Probability of two dice against one

Question

If you roll two dice, what are the odds that at least one has a higher value than a third die you roll?" And for (B), it's the same as (A) except you roll three dice before checking against a fourth?

Answer 1

Let’s try asking “If I were to roll a number $k$ before rolling a $6$-sided dice, then what would be the chance the second die would have a lowet value than the other?”

Let us try $k=1$. We can roll the numbers $2,3,4,5,6$ to top that $1$. Since there are $6$ possibilities, and only $1$ does not meat the requirement, the probability of getting equal or less is $\frac16$. For $k=2$ there are $2$ possibilities=$\frac26$, for $k=3$ there are $3$ possibilities=$\frac36$ e.t.c.

Now what if we were to use $2$ dice? The second die has the same probability as the first as they are identical, so we square the chance for $1$ die of being under or equal to $1$ and the answer would be $\left(\frac16\right)^2=\frac1{36}$ for $k=1$.

But we’re not finding the probability of the dice being under or equal to $k$, are we? Thankfully the probability of getting over $k$ for $2$ dice would be $1-\frac1{36}=\frac{6^2-1^2}{6^2}$.

Finally, let’s factor in the various values of $k$. Remember, the deominater will not be $6^2$ but $6^3$ because that is the number of possibilities for $3$ dice (first and second dice, and the value of $k$) so the answer will be $$\frac{6^2-1^2+6^2-2^2+6^2-3^2+6^2-4^2+6^2-5^2+6^2-6^2}{6^3}$$, which is $\frac{125}{216}$

For the second answer, change the exponents by one to get $$\frac{6^3-1^3+6^3-2^3+6^3-3^3+6^3-4^3+6^3-5^3+6^3-6^3}{6^4}$$

Answer 2

Let $n$ denote the number of dice thrown prior to the last one (so you are asked about $n=2,3$).

it is easier to work with the complementary event...the probability that none of the first $n$ dice exceed the last one.

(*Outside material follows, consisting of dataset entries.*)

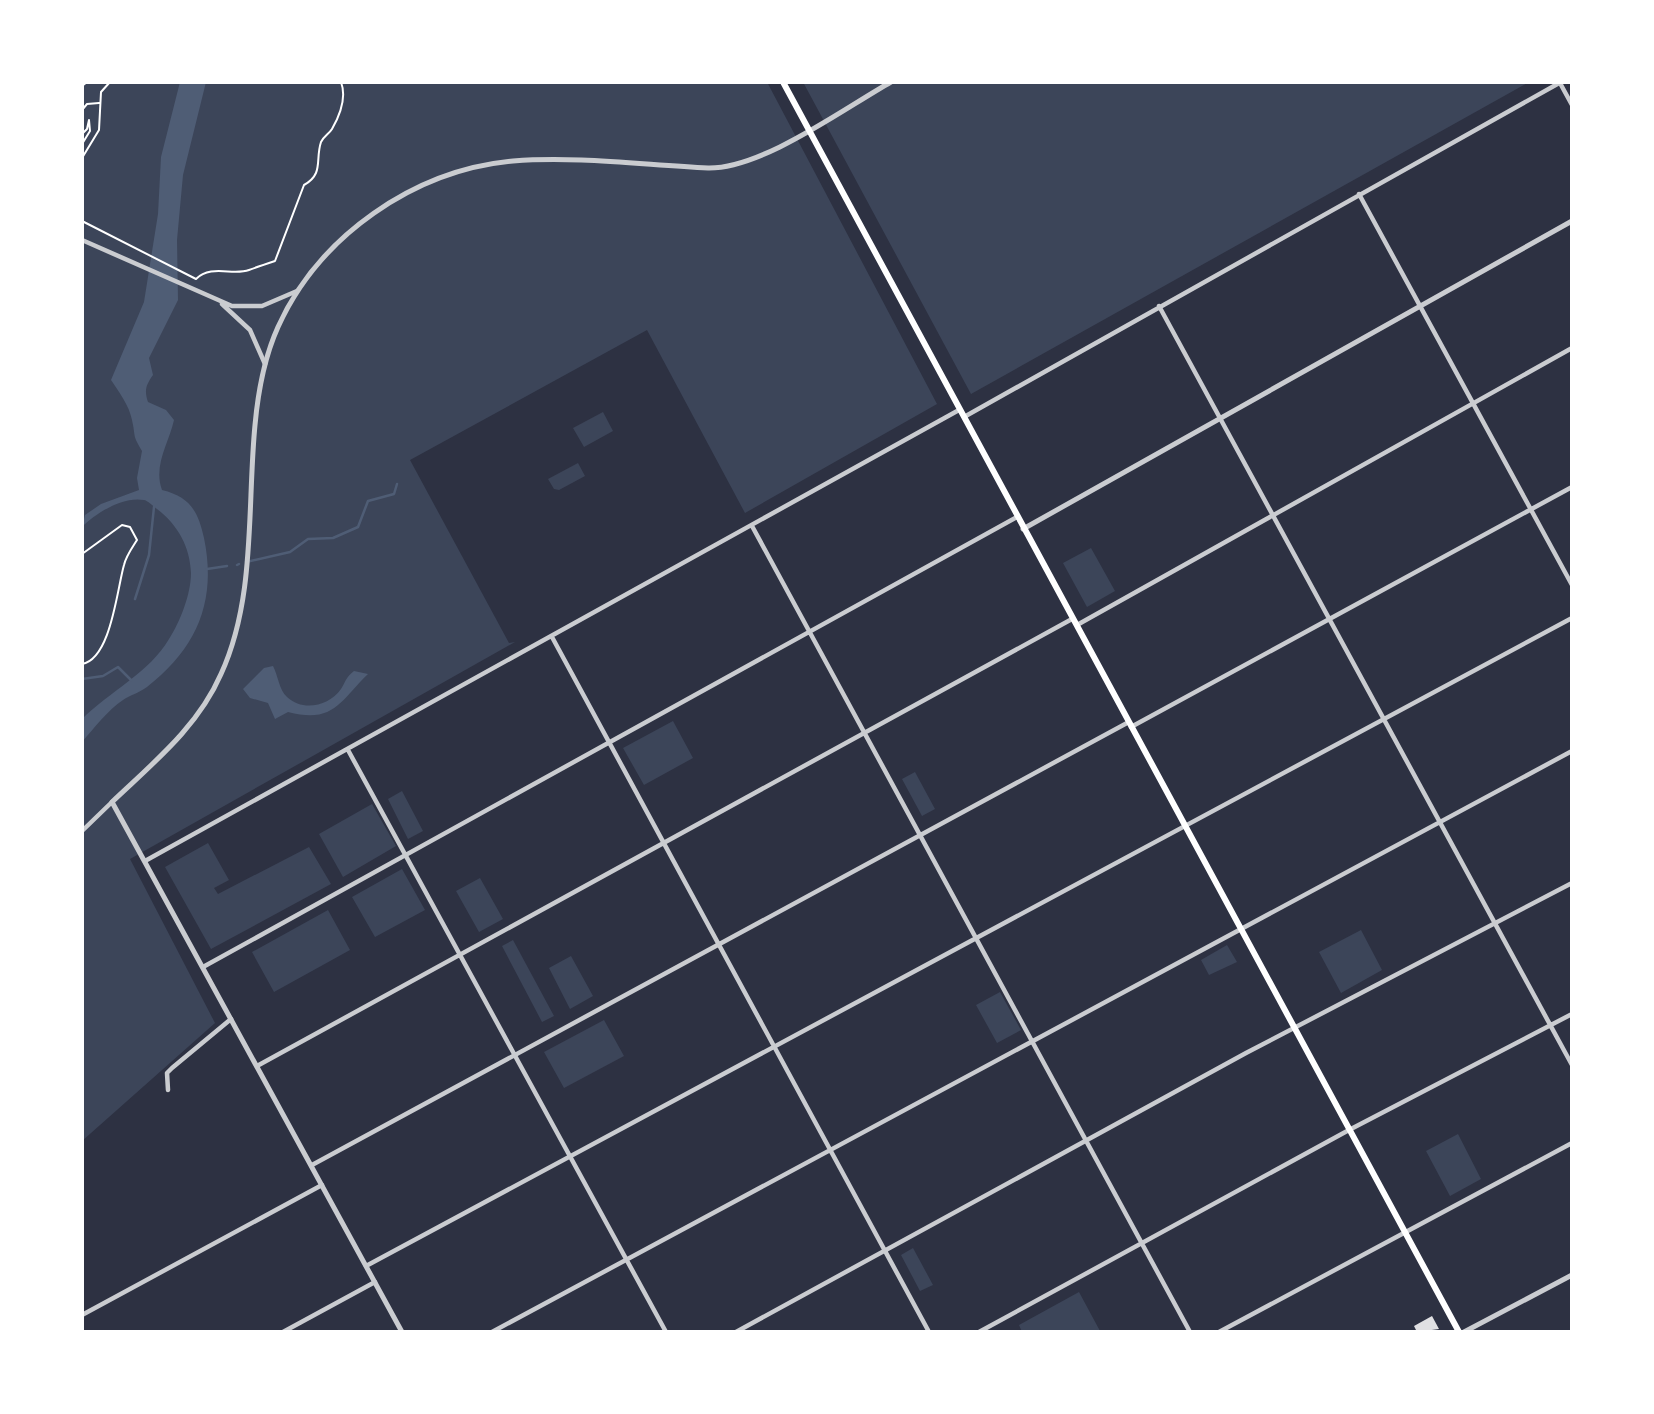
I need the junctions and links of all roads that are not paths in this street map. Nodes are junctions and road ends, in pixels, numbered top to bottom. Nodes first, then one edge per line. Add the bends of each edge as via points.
1 (783, 82) edge
2 (891, 82) edge
3 (1560, 83) edge
4 (1572, 105) edge
5 (808, 129) junction
6 (1359, 194) junction
7 (1572, 222) edge
8 (82, 240) edge
9 (303, 286) junction
10 (219, 302) junction
11 (1159, 306) junction
12 (1420, 306) junction
13 (1572, 348) edge
14 (266, 365) junction
15 (1472, 403) junction
16 (959, 410) junction
17 (963, 418) junction
18 (1220, 418) junction
19 (1572, 487) edge
20 (1530, 509) junction
21 (1273, 514) junction
22 (1017, 517) junction
23 (752, 526) junction
24 (1023, 528) junction
25 (1572, 585) edge
26 (1328, 617) junction
27 (1572, 618) edge
28 (1074, 622) junction
29 (809, 631) junction
30 (552, 637) junction
31 (1383, 718) junction
32 (1129, 725) junction
33 (866, 732) junction
34 (609, 741) junction
35 (348, 750) junction
36 (1572, 751) edge
37 (112, 802) junction
38 (1439, 821) junction
39 (1183, 824) junction
40 (82, 831) edge
41 (922, 834) junction
42 (664, 844) junction
43 (405, 854) junction
44 (145, 862) junction
45 (1572, 883) edge
46 (1495, 923) junction
47 (1239, 928) junction
48 (977, 936) junction
49 (720, 945) junction
50 (460, 954) junction
51 (203, 967) junction
52 (1572, 1014) edge
53 (231, 1019) junction
54 (1550, 1025) junction
55 (1294, 1027) junction
56 (1033, 1040) junction
57 (775, 1045) junction
58 (515, 1054) junction
59 (1572, 1065) edge
60 (257, 1066) junction
61 (169, 1090) dead end
62 (1349, 1130) junction
63 (1087, 1140) junction
64 (1572, 1143) edge
65 (831, 1149) junction
66 (570, 1156) junction
67 (312, 1165) junction
68 (322, 1185) junction
69 (1404, 1232) junction
70 (1142, 1243) junction
71 (886, 1250) junction
72 (626, 1260) junction
73 (366, 1266) junction
74 (1572, 1275) edge
75 (375, 1282) junction
76 (82, 1315) edge
77 (283, 1332) edge
78 (402, 1332) edge
79 (492, 1332) edge
80 (666, 1332) edge
81 (736, 1332) edge
82 (929, 1332) edge
83 (979, 1332) edge
84 (1190, 1332) edge
85 (1219, 1332) edge
86 (1461, 1332) edge

1 - 5 main road
2 - 5 street
3 - 4 street
3 - 6 street
5 - 9 street via 756,158 726,167 533,160 454,173 410,191 370,215 332,250
5 - 16 main road
6 - 11 street
6 - 12 street
7 - 12 street
8 - 10 street
9 - 10 street via 262,306
9 - 14 street via 278,326
10 - 14 street via 250,330
11 - 17 street
11 - 18 street
12 - 15 street
12 - 18 street
13 - 15 street
14 - 37 street via 255,425 240,617 233,644 198,715
15 - 20 street
15 - 21 street
16 - 17 main road
16 - 23 street
17 - 22 main road
18 - 21 street
18 - 24 street
19 - 20 street
20 - 25 street
20 - 26 street
21 - 26 street
21 - 28 street
22 - 24 main road
22 - 29 street
23 - 29 street
23 - 30 street
24 - 28 main road
26 - 31 street
26 - 32 street
27 - 31 street
28 - 32 main road
28 - 33 street
29 - 33 street
29 - 34 street
30 - 34 street
30 - 35 street
31 - 38 street
31 - 39 street
32 - 39 main road
32 - 41 street
33 - 41 street
33 - 42 street
34 - 42 street
34 - 43 street
35 - 43 street
35 - 44 street
36 - 38 street
37 - 40 street
37 - 44 street
38 - 46 street
38 - 47 street
39 - 47 main road
39 - 48 street
41 - 48 street
41 - 49 street
42 - 49 street
42 - 50 street
43 - 50 street
43 - 51 street
44 - 51 street
45 - 46 street
46 - 54 street
46 - 55 street
47 - 55 main road
47 - 56 street
48 - 56 street
48 - 57 street
49 - 57 street
49 - 58 street
50 - 58 street
50 - 60 street
51 - 53 street
52 - 54 street
53 - 60 street
53 - 61 street via 167,1073
54 - 59 street
54 - 62 street
55 - 62 main road
55 - 63 street
56 - 63 street
56 - 65 street
57 - 65 street
57 - 66 street
58 - 66 street
58 - 67 street
60 - 67 street
62 - 69 main road
62 - 70 street
63 - 70 street
63 - 71 street
64 - 69 street
65 - 71 street
65 - 72 street
66 - 72 street
66 - 73 street
67 - 68 street
68 - 73 street
68 - 76 street
69 - 85 street
69 - 86 main road
70 - 83 street
70 - 84 street
71 - 81 street
71 - 82 street
72 - 79 street
72 - 80 street
73 - 75 street
74 - 86 street
75 - 77 street
75 - 78 street

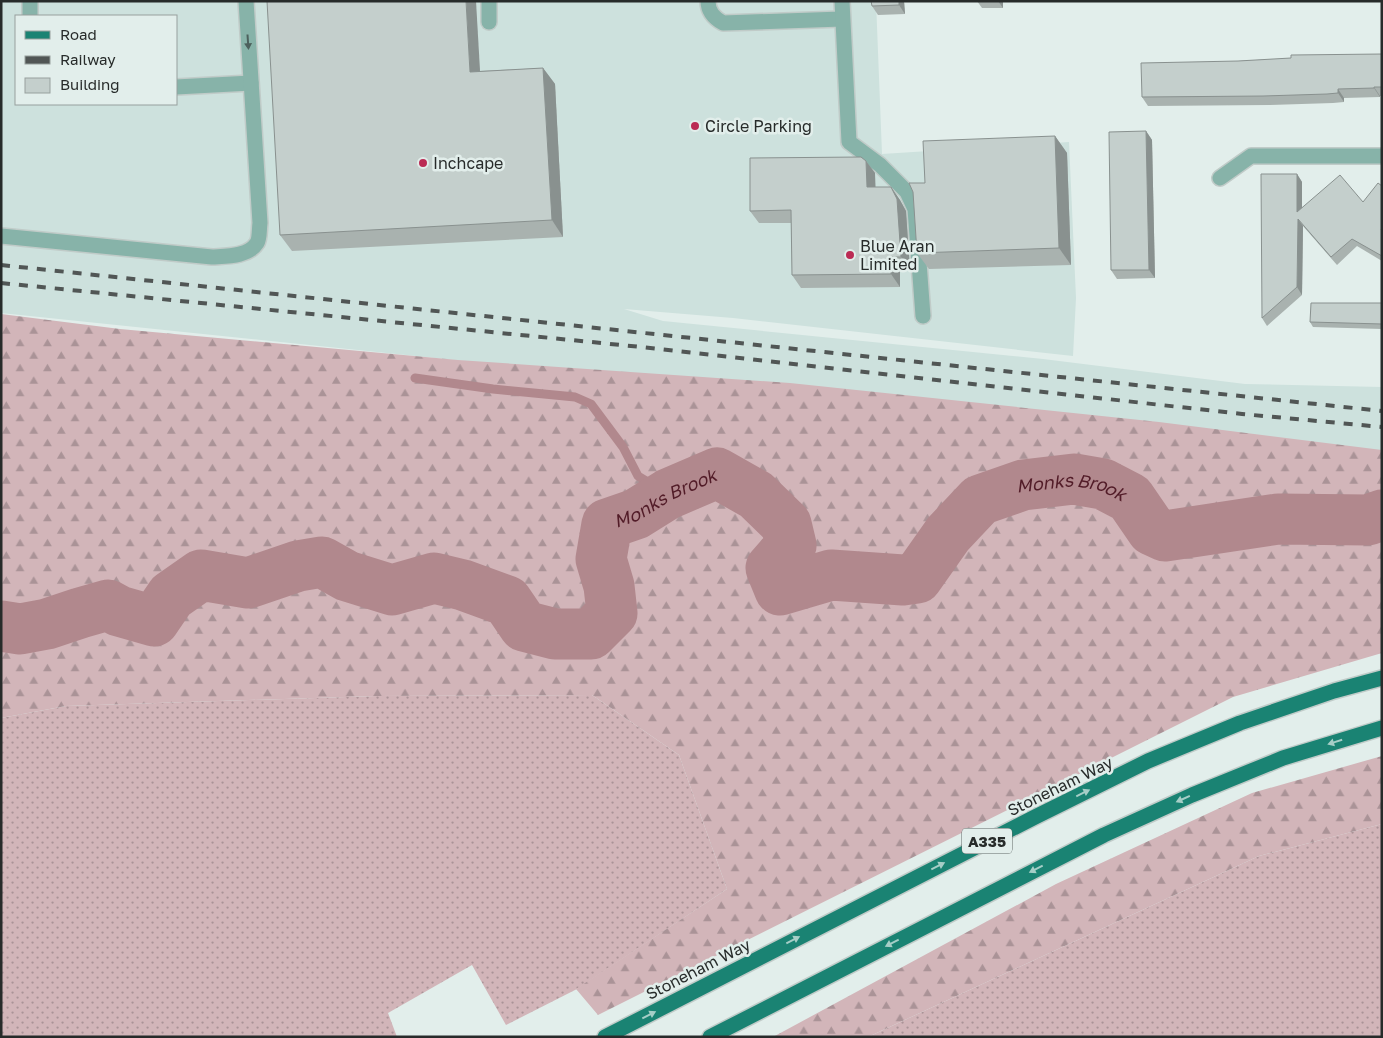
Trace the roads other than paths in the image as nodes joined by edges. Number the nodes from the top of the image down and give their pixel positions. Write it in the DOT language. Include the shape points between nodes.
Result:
graph roads {
  1 [pos="30,1"];
  2 [pos="246,1"];
  3 [pos="488,1"];
  4 [pos="842,1"];
  5 [pos="708,4"];
  6 [pos="30,15"];
  7 [pos="842,19"];
  8 [pos="489,22"];
  9 [pos="251,83"];
  10 [pos="178,87"];
  11 [pos="1382,156"];
  12 [pos="1220,178"];
  13 [pos="1,236"];
  14 [pos="923,316"];
  15 [pos="1382,678"];
  16 [pos="1382,728"];
  17 [pos="605,1037"];
  18 [pos="710,1037"];
  1 -- 6 [label="street"];
  2 -- 9 [label="street, one-way"];
  3 -- 8 [label="street"];
  4 -- 7 [label="street"];
  5 -- 7 [label="street" via="716,19 723,22"];
  7 -- 14 [label="street" via="848,142 880,165 906,192 915,209"];
  9 -- 10 [label="street"];
  9 -- 13 [label="street" via="260,223 258,242 248,252 212,257"];
  11 -- 12 [label="street" via="1251,156"];
  17 -- 15 [label="main road, Stoneham Way / A335, one-way" via="1148,761 1240,723"];
  16 -- 18 [label="main road, one-way" via="1283,758 1104,835"];
}
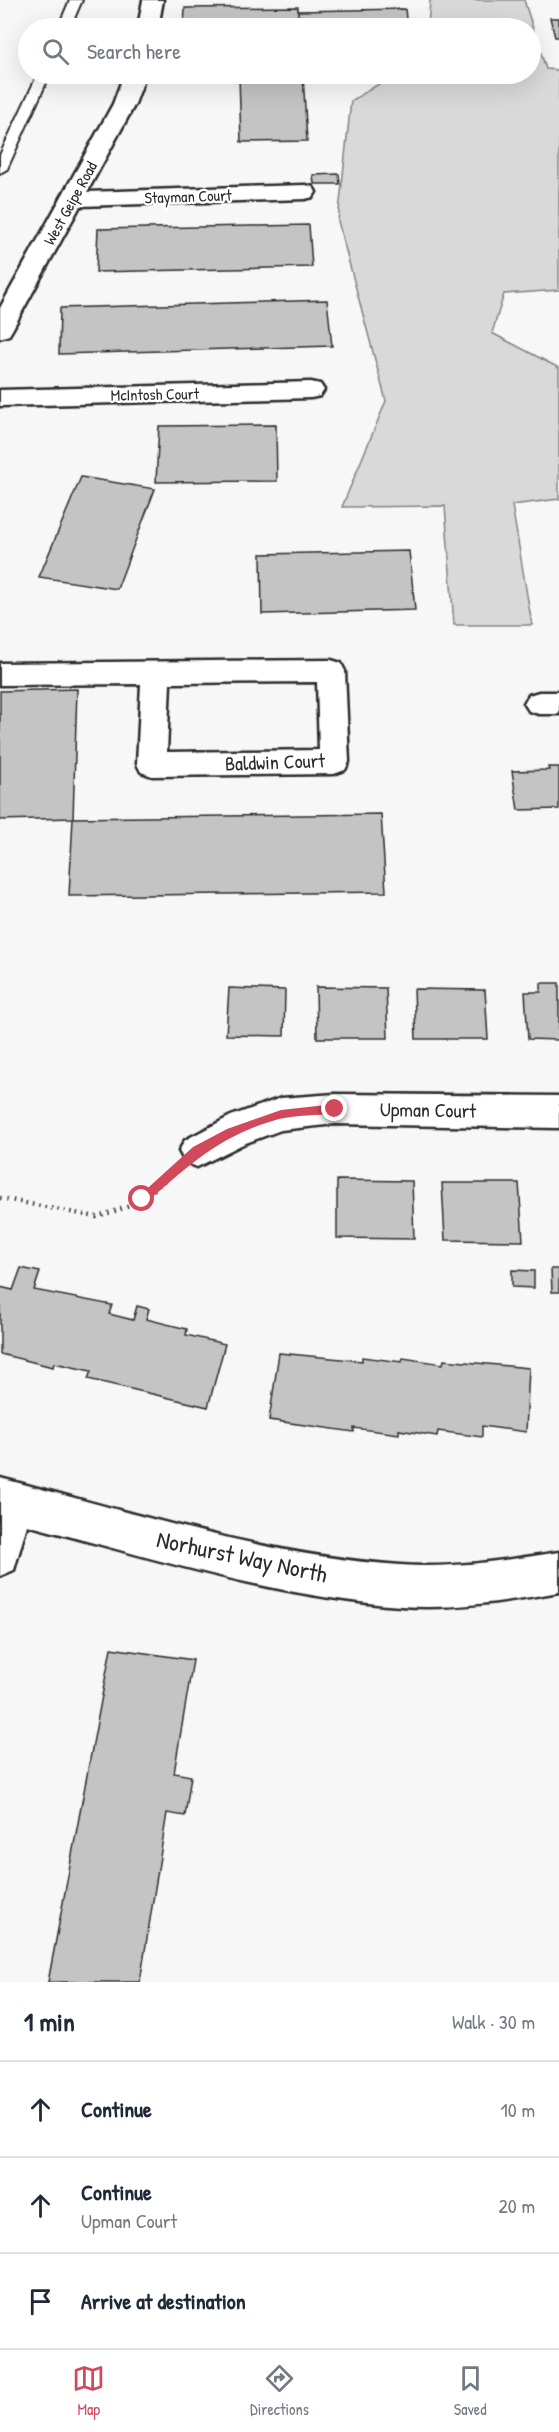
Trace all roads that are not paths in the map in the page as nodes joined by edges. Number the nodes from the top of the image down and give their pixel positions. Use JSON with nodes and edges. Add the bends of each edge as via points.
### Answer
{"nodes":[{"id":1,"x":76,"y":0,"type":"edge"},
{"id":2,"x":153,"y":0,"type":"edge"},
{"id":3,"x":68,"y":18,"type":"edge"},
{"id":4,"x":150,"y":18,"type":"edge"},
{"id":5,"x":40,"y":84,"type":"edge"},
{"id":6,"x":131,"y":84,"type":"edge"},
{"id":7,"x":0,"y":170,"type":"edge"},
{"id":8,"x":305,"y":192,"type":"dead end"},
{"id":9,"x":72,"y":199,"type":"junction"},
{"id":10,"x":0,"y":330,"type":"edge"},
{"id":11,"x":311,"y":390,"type":"dead end"},
{"id":12,"x":0,"y":398,"type":"edge"},
{"id":13,"x":156,"y":673,"type":"junction"},
{"id":14,"x":0,"y":675,"type":"edge"},
{"id":15,"x":559,"y":1112,"type":"edge"},
{"id":16,"x":197,"y":1151,"type":"road end"},
{"id":17,"x":6,"y":1500,"type":"edge"},
{"id":18,"x":0,"y":1556,"type":"edge"},
{"id":19,"x":559,"y":1572,"type":"edge"}],
"edges":[{"from":1,"to":3,"type":"lane"},
{"from":2,"to":4,"type":"street"},
{"from":5,"to":7,"type":"lane"},
{"from":6,"to":9,"type":"street","name":"West Geipe Road"},
{"from":8,"to":9,"type":"street","name":"Stayman Court"},
{"from":9,"to":10,"type":"street","name":"West Geipe Road"},
{"from":11,"to":12,"type":"street","name":"McIntosh Court"},
{"from":13,"to":13,"type":"street","name":"Baldwin Court","via":[[331,671],[334,762],[152,764]]},
{"from":13,"to":14,"type":"street","name":"Baldwin Court"},
{"from":15,"to":16,"type":"street","name":"Upman Court","via":[[335,1109],[281,1114],[231,1132]]},
{"from":17,"to":18,"type":"street"},
{"from":17,"to":19,"type":"street","name":"Norhurst Way North","via":[[287,1572],[402,1586],[492,1583]]}]}
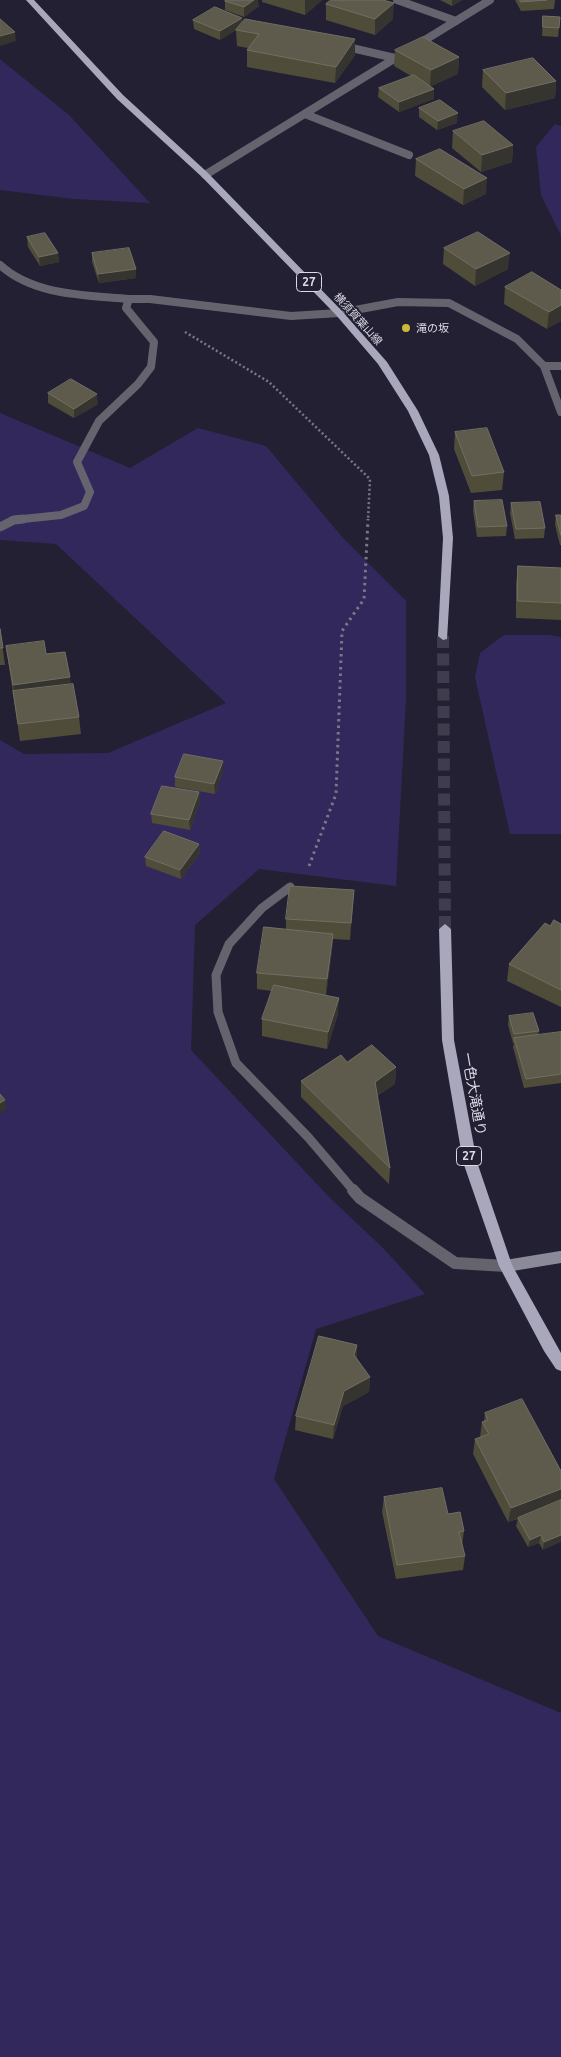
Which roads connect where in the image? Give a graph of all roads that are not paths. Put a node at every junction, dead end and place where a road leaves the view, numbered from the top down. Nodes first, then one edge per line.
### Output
1 (30, 0) edge
2 (397, 0) edge
3 (490, 0) edge
4 (456, 21) junction
5 (338, 44) edge
6 (396, 58) junction
7 (305, 114) junction
8 (409, 155) dead end
9 (205, 175) junction
10 (0, 266) edge
11 (129, 299) junction
12 (339, 313) junction
13 (544, 366) junction
14 (561, 366) edge
15 (561, 412) edge
16 (0, 527) edge
17 (443, 636) tunnel mouth
18 (290, 887) edge
19 (445, 929) tunnel mouth
20 (561, 1257) edge
21 (506, 1266) junction
22 (561, 1365) edge

1 - 9 main road, 横須賀葉山線 / 27
2 - 4 street
3 - 4 street
4 - 6 street
5 - 6 street
6 - 7 street
7 - 8 street
7 - 9 street
9 - 12 main road, 横須賀葉山線 / 27
10 - 11 street
11 - 12 street
11 - 16 street
12 - 13 street
12 - 17 main road, 横須賀葉山線 / 27
13 - 14 street
13 - 15 street
18 - 21 street
19 - 21 main road, 一色大滝通り / 27
20 - 21 street
21 - 22 main road, 一色大滝通り / 27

Suppose the final die shows $i$ (probability $\frac 16$ of course). Of course, the probability that a given die shows $≤i$ is $\frac i6$. Thus the probability that all $n$ of the prior dice show $≤i$ is $\left(\frac i6\right)^n$. It follows that the probability none of the first $n$ die exceed the final one is $$q_n=\frac 16\times \sum_{i=1}^6 \left(\frac i6\right)^n$$

It is easy to compute $$q_2=\frac {91}{216}\quad \& \quad q_3=\frac {49}{144}$$

So the answer you want, $p_n=1-q_n$ is given by $$p_2=\frac {125}{216}\quad \&\quad p_3=\frac {95}{144}$$

Sanity check: Note that, for large $n$, it is effectively certain that we'll get at least one $6$ in the initial $n$ tosses, so we expect $p_n\to \frac 56$ as $n$ gets large. Using a machine, it is easy to verify that $q_n\to \frac 16$ as $n$ gets large, as expected. Or, algebraically, it is clear that $\left(\frac i6\right)^n\to 0$ for $i<6$ so the only term in the sum that survives has $i=6$ which makes the limit apparent.